Hence my question, how many peers (folders) have you created and how many files and directories (top right under “This Device”) are managed?

1 Like

What Andy says, to some extent. There will be some overhead in handling a large setup > 1 TB. Additionally, in detecting this Syncthing makes a trade off for performance over memory usage:

[start] 18:22:04 INFO: Using large-database tuning

You can set the database tuning to small in the advanced config. This will reduce RAM usage somewhat. Your profile is busy scanning and running a database GC. You might want to reduce the GC scanning interval to make that happen less frequently, as you have a large database and slow computer:

export STGCINDIRECTEVERY=720h

(default is every 13h)

thanks for the hints.

Let me point out that the reason I raised the issue is not because the allocation is unusually large, it’s just because memory usage seems to increase over time for no evident reason (for example, now it’s fluctuating between 600 and 800Mib, according to ST web interface, and ST has always been idle - no new file was added/touched anywhere).

there are 6 folders and 4 peers.

peers A and B are always on. that remaining 2 peers are off 99% of the time.

folder A and B are shared send-only with peers A and B respectively. the other 4 folders are basically empty.

folder A is 115000 files, roughly 1TB.

folder B is 25000, roughly 300GB.

both trees are well balanced (i.e. no single folder in the tree contains, say, more than 100 files).

as I pointed out, I’m not saying that memory usage is large or small, I’m just saying that it seems to grow over time (something that never happened before the upgrade to 1.40).

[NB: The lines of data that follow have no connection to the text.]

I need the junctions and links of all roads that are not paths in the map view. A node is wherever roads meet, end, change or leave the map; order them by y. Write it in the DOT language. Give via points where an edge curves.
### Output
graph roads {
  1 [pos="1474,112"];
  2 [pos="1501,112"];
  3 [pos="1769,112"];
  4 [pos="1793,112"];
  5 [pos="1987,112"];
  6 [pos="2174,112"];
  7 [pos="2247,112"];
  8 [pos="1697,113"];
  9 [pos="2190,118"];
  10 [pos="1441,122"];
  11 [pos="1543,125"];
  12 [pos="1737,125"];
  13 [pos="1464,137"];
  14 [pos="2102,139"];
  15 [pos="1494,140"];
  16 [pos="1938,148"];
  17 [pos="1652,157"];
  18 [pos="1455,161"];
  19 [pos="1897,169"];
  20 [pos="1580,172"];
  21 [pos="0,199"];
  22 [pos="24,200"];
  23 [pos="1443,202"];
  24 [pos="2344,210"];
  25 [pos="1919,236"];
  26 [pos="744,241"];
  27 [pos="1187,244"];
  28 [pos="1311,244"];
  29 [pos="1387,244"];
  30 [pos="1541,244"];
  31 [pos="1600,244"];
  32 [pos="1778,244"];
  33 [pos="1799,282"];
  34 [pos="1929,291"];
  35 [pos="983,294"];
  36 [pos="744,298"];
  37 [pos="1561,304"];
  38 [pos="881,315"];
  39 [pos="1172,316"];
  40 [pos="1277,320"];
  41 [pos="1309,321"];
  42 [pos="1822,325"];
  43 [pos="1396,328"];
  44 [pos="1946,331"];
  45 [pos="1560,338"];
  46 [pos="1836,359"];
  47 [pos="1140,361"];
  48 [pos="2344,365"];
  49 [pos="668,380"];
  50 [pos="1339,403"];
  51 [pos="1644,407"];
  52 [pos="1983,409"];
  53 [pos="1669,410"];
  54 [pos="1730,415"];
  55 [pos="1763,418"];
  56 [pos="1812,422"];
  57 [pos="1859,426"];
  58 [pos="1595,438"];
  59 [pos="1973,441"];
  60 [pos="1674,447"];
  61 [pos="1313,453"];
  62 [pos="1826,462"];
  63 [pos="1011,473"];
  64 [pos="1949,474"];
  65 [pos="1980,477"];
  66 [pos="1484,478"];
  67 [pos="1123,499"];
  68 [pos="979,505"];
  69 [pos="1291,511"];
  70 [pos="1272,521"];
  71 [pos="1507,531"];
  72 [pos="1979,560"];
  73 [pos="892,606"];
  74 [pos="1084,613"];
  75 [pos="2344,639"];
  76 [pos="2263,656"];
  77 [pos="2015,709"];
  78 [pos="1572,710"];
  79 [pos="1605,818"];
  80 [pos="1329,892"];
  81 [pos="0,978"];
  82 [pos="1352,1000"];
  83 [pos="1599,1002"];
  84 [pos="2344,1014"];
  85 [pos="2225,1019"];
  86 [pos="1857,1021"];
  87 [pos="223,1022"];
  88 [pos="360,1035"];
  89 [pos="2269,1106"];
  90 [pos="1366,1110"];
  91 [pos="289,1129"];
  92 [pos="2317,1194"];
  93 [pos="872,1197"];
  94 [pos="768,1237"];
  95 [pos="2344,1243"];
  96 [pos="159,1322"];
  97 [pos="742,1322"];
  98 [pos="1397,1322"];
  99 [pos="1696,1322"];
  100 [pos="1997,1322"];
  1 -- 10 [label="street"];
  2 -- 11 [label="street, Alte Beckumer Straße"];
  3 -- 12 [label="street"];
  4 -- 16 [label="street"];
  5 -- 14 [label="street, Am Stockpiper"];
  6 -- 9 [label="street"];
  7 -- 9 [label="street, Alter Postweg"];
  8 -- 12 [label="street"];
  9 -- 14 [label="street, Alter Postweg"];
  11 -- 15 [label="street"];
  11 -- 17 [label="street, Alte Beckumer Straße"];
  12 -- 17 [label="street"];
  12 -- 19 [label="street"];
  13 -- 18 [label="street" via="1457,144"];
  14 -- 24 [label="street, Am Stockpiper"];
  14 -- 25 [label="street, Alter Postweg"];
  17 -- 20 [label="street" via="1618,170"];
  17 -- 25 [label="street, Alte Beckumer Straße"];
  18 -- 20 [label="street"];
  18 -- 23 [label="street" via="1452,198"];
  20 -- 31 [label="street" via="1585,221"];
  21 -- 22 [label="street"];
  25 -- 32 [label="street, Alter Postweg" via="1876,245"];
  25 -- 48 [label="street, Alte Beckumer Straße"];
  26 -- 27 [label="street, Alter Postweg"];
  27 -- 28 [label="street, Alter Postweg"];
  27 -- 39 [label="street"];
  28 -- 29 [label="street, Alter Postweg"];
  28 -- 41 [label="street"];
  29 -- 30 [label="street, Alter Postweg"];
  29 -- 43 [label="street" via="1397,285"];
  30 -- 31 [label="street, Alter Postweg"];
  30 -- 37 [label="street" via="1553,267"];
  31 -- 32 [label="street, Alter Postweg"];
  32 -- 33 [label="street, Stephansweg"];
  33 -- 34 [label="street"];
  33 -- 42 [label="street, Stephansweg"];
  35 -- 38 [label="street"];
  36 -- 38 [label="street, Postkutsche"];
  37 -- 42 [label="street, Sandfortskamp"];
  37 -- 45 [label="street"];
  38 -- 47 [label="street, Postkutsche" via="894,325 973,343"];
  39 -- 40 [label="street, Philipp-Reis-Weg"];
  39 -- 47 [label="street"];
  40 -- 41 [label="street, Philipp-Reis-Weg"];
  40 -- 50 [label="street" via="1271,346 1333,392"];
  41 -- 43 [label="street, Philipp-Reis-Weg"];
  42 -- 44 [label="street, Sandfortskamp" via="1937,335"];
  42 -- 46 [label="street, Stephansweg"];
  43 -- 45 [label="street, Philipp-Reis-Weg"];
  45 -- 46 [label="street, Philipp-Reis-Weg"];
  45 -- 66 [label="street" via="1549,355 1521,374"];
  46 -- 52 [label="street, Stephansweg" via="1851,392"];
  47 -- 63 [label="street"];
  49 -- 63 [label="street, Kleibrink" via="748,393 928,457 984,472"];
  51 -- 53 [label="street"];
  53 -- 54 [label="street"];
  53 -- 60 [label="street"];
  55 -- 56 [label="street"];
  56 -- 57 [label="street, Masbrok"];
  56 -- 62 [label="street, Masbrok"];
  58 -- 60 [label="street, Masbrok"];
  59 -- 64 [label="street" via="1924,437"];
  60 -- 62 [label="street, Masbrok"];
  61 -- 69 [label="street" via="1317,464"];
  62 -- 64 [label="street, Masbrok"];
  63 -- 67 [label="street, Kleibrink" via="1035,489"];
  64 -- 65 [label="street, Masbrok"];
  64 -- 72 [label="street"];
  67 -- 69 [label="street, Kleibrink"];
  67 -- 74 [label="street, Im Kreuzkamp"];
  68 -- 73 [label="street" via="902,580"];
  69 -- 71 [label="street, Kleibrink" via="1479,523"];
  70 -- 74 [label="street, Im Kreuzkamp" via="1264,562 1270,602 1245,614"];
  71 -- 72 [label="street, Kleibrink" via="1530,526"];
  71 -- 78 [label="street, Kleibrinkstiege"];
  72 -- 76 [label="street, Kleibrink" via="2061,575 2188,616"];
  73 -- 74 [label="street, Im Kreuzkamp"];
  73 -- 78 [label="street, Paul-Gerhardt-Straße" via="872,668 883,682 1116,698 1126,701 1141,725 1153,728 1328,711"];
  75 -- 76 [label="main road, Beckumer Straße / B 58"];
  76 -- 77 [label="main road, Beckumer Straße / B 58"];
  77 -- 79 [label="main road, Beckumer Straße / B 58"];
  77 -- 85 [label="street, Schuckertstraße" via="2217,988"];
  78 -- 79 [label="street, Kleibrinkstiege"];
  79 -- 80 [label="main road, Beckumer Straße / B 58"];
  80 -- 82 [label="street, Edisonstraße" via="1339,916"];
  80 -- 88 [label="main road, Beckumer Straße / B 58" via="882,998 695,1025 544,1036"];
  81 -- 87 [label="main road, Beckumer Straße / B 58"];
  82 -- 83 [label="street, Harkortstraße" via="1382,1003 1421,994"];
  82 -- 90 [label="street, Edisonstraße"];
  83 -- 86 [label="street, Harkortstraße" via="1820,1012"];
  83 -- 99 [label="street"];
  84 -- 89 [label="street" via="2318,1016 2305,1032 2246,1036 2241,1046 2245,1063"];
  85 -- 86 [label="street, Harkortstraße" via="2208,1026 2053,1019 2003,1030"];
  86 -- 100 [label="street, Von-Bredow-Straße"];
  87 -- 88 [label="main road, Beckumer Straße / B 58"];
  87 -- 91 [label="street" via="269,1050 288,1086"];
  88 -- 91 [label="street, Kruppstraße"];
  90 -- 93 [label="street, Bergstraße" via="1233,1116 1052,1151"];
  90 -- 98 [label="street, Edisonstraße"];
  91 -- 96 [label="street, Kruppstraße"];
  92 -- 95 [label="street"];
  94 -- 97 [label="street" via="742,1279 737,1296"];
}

I’m hearing more “fluctuate” (grows and then decreases) than “grows over time” (continuous increase until, presumable, crash). I suspect this is the (new in 1.4) database GC which traverses the whole database periodically and (in large database tuning, at least) will likely result in fair amount of in-memory caching.

“fluctuate” does not exclude “grow over time”. it’s not a flat sinusoid: the trendline seems to grow steadily.

The one thing in your profile that might generate continuous growth is the QUIC usage. We’ve seen some reports of leaks on that previously. You could try and disable QUIC (set listen address to tcp://:22000, dynamic+https://relays.syncthing.net/endpoint instead of default, on both sides) and see what effect that has.

thanks for the hint. I’ll definitely try it here. As the entire country is in “soft lockdown”, now I cannot physically reach the other two peer machines.

Is this a change in 1.40? I’m asking, because I never had any issue since I started using SyncThing 1.21.

anyway, if I see another unusually high memory usage, I’ll take another dump.

No, only the db GC thing is new in 1.4. But, you might not have noticed the slight upward trend until the larger fluctuations started happening, causing you to investigate?

I don’t think so.

Memory usage climbs up pretty quickly, today it’s 1.01Gib. So roughly every ~10 days it will need a reboot. I would have noticed.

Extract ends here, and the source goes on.